As usual, Gabrielle looked very chic, in the way only a Frenchwoman can look, and even as the smile broke on my lips I tugged again at my wrinkled skirt and cursed the fact that my hair must look a mess. ‘Oh, how absolutely wonderful!’ I exclaimed, and then looked beyond her, but there was no lithe, grinning Ivan in tow. ‘Come in, Gabrielle. I’ve little to offer but I know you like tea, and there’s lots of that.’
We sat in the kitchen, chatting in low tones because of the children, sipping Bushell’s tea and nibbling Arnott’s biscuits. I cradled Gabrielle’s baby, Clive, in my arms as we talked, and could not help noticing the similarity to his father. I wanted so much to ask where Ivan was but of course I could not.
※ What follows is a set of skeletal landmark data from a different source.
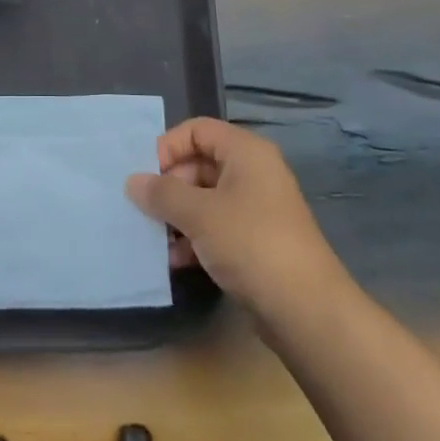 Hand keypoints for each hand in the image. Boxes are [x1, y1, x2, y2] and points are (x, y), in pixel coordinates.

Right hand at [125, 118, 345, 324]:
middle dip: (168, 186)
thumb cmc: (251, 244)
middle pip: (199, 164)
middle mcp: (253, 173)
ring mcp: (255, 209)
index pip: (197, 130)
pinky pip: (215, 228)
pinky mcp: (255, 242)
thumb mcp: (199, 214)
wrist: (306, 310)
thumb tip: (132, 181)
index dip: (168, 146)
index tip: (144, 175)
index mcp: (246, 153)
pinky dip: (193, 238)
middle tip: (143, 208)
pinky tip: (172, 260)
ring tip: (152, 237)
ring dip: (176, 215)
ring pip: (204, 199)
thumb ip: (162, 193)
The likelihood – the overpowering likelihood – was that he was dead.
But Gabrielle raised the subject, and with a smile. ‘Ivan is fine, by the way. I’ve just heard that he is alive and well – but he’s in India!’ The rush of joy I felt made me rise to my feet and bend over to give Gabrielle a kiss. ‘So there are still some of us about,’ I s
aid with a huge sigh of relief. ‘Tanya and Eugene also got away, so we are scattered but safe – at least for now.’
Then my relief suddenly left me, and tears formed under my lids. ‘Alec and Margaret are dead, you know,’ I said quietly, ‘and their two boys.’ I sat there, wrestling with my new-found fragility, and Gabrielle helped by sitting still and letting the moment pass.
We chatted for most of the afternoon. The boys woke and ran riot, I had to feed Frances, and Clive had a tantrum when he was woken by the racket, but nothing spoilt our cheerful story-telling. There was so much to say, so much to learn.
‘I’m in Perth because Ivan got us a berth on the Narkunda,’ Gabrielle said. ‘He had no trouble getting tickets from the P&O office. Not only were they free, but at that stage the panic had not set in and the evacuation ships had hardly any passengers. I didn’t know a soul in Perth when I arrived, but Ivan had crewed a ketch to northern Australian before the war and had met quite a few people. One of the families he met, the de Pledges, own a big cattle station up near Onslow, but they were spending the summer in Perth to escape the wet, and they kindly took us in. Australians are like that, I’ve found. Probably a bit rough-hewn, but with hearts of gold.’
‘So what are your plans?’ I asked.
Gabrielle gave a vivid Gallic grin. ‘What do you think, Norma? I am sailing for Colombo as soon as I can. Tom de Pledge is arranging a ship. Oh, I really, really can’t wait!’